▸ **HOW TO COMPLETE THIS TASK**
If a line below contains the word "item", count it. Please give the total and nothing else.

# # # # # # #

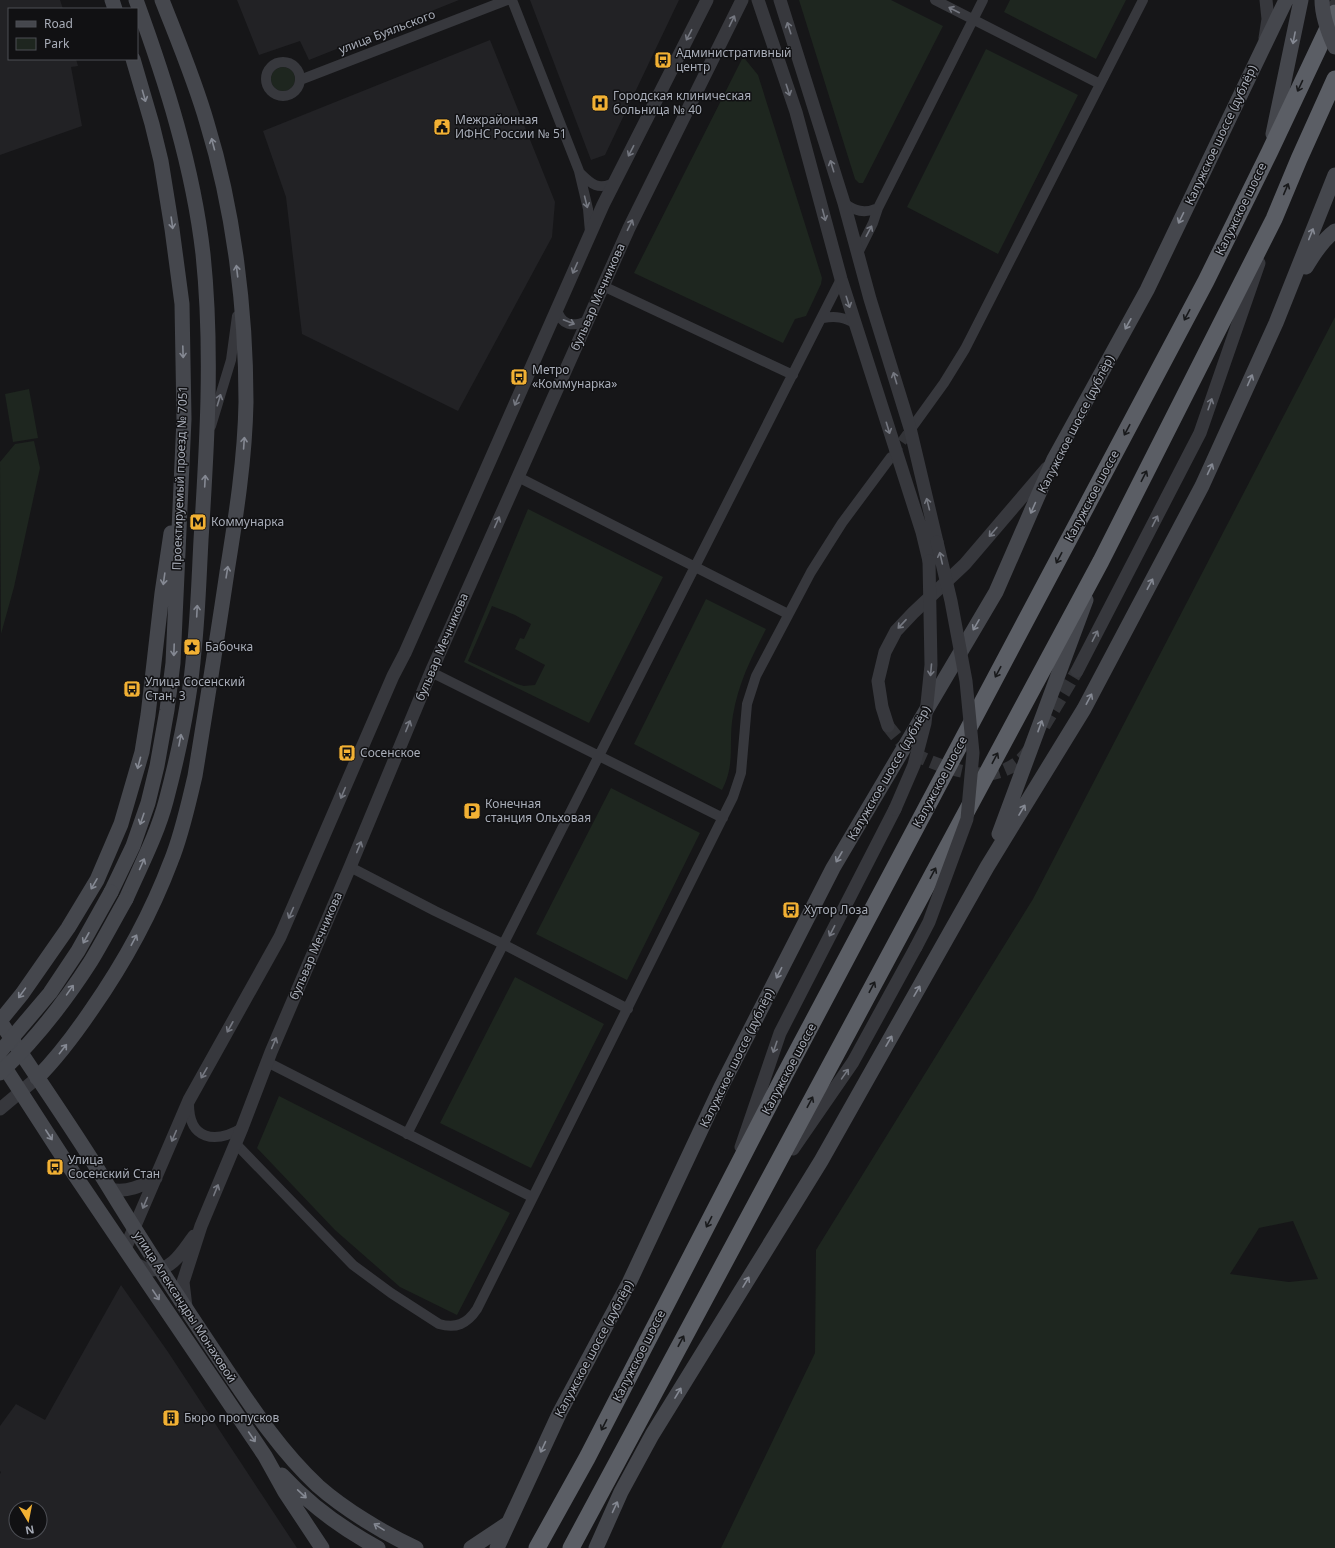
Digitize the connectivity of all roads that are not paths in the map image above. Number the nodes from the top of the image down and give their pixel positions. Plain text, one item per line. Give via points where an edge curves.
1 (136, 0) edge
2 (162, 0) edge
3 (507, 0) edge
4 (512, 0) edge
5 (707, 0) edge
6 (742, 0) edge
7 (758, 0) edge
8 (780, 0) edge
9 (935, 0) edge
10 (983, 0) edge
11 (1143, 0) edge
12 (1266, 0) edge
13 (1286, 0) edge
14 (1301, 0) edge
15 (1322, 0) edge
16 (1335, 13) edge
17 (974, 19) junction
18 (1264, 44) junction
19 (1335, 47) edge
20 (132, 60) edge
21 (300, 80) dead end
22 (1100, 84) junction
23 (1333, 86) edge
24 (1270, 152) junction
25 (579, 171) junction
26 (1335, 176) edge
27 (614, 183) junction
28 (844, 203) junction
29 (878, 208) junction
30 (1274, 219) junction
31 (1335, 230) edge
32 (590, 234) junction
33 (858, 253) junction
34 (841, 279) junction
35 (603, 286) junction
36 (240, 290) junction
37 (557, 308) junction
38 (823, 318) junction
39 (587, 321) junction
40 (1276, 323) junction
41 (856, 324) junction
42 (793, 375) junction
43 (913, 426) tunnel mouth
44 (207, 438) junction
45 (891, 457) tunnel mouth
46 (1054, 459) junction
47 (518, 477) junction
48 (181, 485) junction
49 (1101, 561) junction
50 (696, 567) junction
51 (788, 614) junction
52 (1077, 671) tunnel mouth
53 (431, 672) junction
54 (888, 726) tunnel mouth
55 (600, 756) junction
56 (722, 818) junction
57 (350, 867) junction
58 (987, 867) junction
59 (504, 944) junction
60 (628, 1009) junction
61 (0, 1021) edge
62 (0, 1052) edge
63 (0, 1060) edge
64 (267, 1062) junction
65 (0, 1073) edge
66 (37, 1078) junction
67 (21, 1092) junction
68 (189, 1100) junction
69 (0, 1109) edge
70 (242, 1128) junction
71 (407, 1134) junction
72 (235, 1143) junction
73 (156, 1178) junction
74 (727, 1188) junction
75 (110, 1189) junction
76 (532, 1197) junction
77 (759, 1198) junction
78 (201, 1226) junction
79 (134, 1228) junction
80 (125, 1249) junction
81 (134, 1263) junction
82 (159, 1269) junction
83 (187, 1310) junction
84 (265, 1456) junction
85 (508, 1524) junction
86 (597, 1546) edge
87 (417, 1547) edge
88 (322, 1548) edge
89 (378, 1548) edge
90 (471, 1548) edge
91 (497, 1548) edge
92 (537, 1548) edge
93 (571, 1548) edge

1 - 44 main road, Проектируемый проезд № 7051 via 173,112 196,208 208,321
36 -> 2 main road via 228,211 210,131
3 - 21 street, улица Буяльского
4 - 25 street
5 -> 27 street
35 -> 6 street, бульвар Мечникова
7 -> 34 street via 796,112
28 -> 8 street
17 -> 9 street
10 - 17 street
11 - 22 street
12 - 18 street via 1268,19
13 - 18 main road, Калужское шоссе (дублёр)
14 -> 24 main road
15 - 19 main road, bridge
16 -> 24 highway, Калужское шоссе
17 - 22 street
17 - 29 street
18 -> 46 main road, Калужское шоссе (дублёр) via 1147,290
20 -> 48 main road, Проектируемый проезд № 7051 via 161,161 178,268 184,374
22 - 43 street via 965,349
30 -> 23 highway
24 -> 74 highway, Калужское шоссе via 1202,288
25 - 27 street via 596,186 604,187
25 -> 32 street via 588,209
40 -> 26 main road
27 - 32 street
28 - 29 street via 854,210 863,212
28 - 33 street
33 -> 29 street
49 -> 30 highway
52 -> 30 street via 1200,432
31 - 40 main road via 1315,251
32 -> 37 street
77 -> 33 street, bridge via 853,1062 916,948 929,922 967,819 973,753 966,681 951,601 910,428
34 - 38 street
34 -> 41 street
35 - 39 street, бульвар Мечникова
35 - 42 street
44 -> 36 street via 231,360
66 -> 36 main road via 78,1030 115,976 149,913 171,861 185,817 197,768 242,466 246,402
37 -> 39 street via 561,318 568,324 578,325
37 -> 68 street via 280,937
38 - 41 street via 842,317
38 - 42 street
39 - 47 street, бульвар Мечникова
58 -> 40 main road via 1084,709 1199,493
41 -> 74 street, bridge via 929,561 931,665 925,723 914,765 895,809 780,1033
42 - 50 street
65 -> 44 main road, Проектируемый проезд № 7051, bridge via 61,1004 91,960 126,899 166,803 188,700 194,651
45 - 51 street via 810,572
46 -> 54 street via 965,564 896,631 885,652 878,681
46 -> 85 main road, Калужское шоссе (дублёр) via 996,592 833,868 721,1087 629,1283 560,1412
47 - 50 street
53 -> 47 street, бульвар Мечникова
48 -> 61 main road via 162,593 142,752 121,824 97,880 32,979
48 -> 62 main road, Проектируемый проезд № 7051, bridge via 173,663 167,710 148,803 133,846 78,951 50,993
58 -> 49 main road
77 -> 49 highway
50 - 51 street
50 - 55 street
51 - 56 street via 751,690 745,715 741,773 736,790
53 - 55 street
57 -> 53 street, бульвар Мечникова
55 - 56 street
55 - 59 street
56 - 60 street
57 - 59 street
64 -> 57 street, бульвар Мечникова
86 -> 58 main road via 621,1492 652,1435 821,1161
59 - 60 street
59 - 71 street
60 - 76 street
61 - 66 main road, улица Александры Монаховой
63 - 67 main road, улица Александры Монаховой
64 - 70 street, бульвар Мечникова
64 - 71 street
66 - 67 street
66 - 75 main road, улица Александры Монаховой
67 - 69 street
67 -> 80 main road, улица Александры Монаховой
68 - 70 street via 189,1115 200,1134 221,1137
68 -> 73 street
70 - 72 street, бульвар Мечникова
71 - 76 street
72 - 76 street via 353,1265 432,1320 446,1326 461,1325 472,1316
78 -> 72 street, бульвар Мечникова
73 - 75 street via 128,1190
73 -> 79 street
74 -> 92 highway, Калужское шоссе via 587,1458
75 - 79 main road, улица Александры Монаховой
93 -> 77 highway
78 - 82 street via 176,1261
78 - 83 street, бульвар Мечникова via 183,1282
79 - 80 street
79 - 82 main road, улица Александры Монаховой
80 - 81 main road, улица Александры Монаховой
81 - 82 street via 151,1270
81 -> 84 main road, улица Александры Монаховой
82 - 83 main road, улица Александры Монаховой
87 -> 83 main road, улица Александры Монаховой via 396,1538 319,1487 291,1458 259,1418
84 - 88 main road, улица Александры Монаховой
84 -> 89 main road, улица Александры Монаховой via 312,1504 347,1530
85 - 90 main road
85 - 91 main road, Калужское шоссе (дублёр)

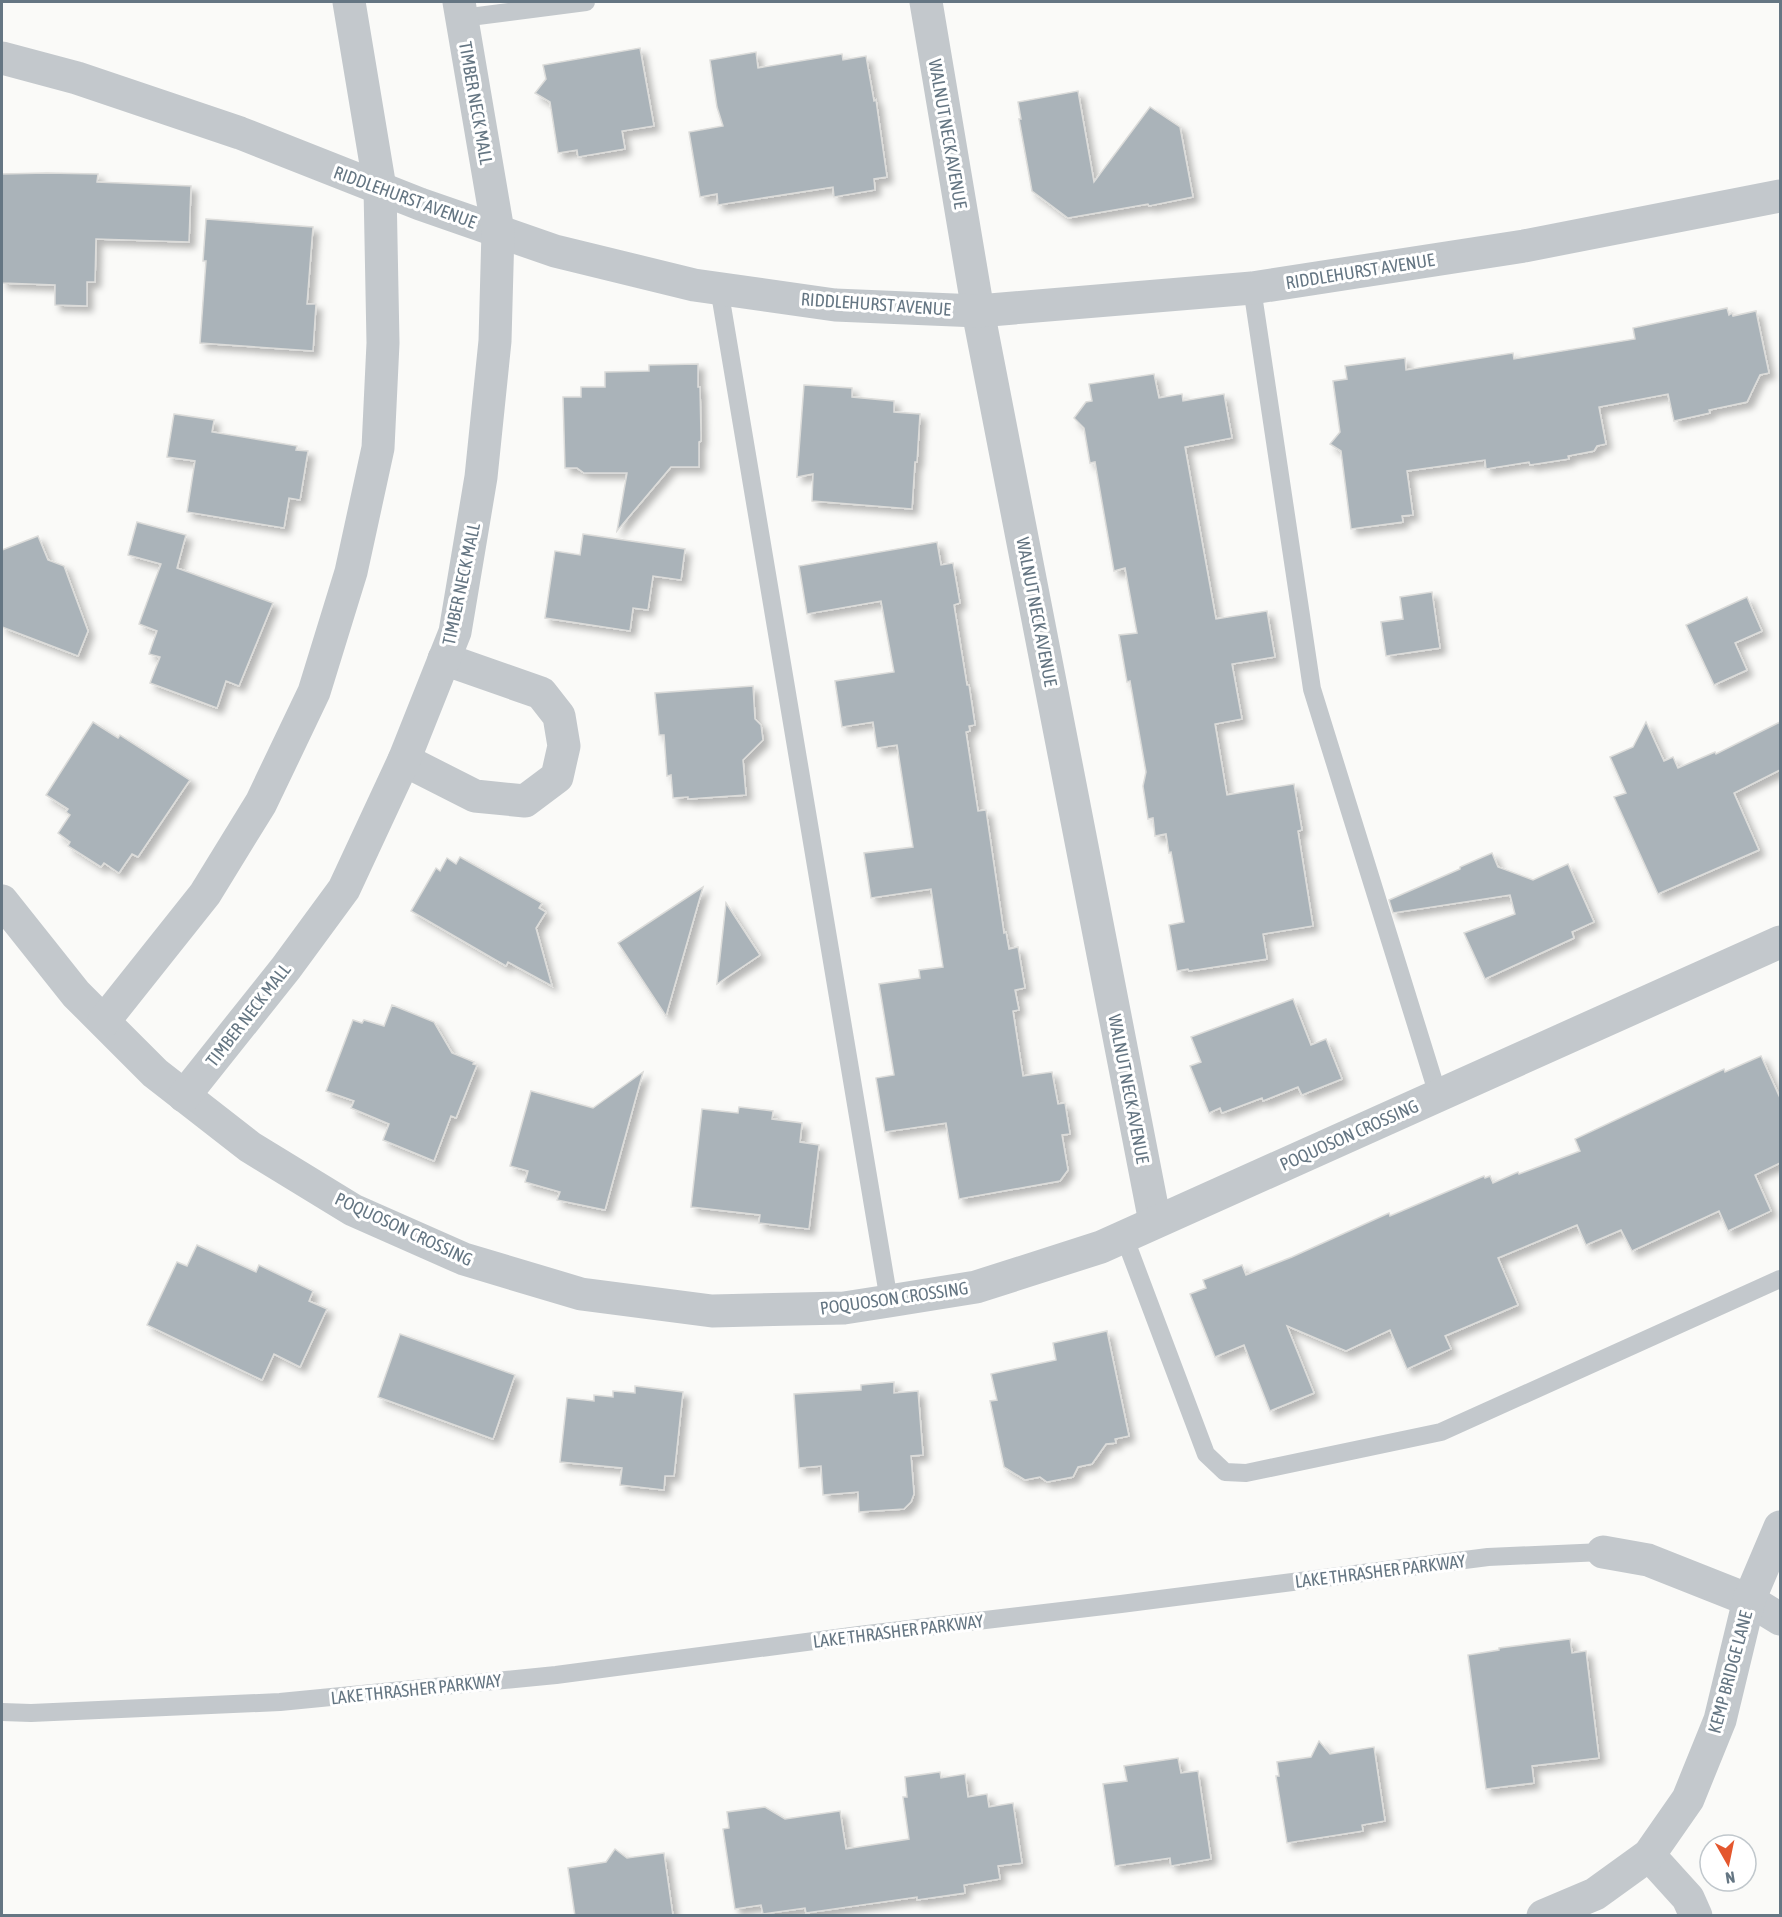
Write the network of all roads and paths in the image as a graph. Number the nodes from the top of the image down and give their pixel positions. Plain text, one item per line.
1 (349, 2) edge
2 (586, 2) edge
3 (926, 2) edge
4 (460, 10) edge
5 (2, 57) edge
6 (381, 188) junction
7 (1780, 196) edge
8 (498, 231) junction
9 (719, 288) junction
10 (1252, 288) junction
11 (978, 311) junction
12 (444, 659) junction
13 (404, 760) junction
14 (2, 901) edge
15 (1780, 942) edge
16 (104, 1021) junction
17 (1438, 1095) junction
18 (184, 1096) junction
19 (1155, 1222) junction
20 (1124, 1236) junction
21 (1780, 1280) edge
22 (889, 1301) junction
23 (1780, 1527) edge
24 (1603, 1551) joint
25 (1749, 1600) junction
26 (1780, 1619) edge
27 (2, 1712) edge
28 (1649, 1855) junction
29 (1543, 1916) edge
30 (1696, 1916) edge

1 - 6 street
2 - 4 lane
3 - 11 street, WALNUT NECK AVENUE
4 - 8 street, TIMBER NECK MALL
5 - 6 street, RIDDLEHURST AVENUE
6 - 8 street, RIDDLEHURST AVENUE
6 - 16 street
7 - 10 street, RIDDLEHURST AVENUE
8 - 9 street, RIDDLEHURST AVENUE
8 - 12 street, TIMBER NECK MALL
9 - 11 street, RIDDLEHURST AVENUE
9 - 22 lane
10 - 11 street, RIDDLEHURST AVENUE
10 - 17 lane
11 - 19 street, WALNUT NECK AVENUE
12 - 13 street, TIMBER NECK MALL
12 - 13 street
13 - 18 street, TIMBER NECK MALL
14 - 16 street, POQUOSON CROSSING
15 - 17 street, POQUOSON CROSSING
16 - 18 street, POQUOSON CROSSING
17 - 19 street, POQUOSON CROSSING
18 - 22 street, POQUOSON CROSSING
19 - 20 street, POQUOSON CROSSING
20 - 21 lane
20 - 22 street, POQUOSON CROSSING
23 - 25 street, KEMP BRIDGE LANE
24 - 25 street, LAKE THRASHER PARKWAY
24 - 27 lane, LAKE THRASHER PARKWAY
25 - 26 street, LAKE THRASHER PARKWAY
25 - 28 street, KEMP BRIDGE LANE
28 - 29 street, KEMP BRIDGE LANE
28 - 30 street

# # # # # # #

▸ **WRITTEN REPLY**
2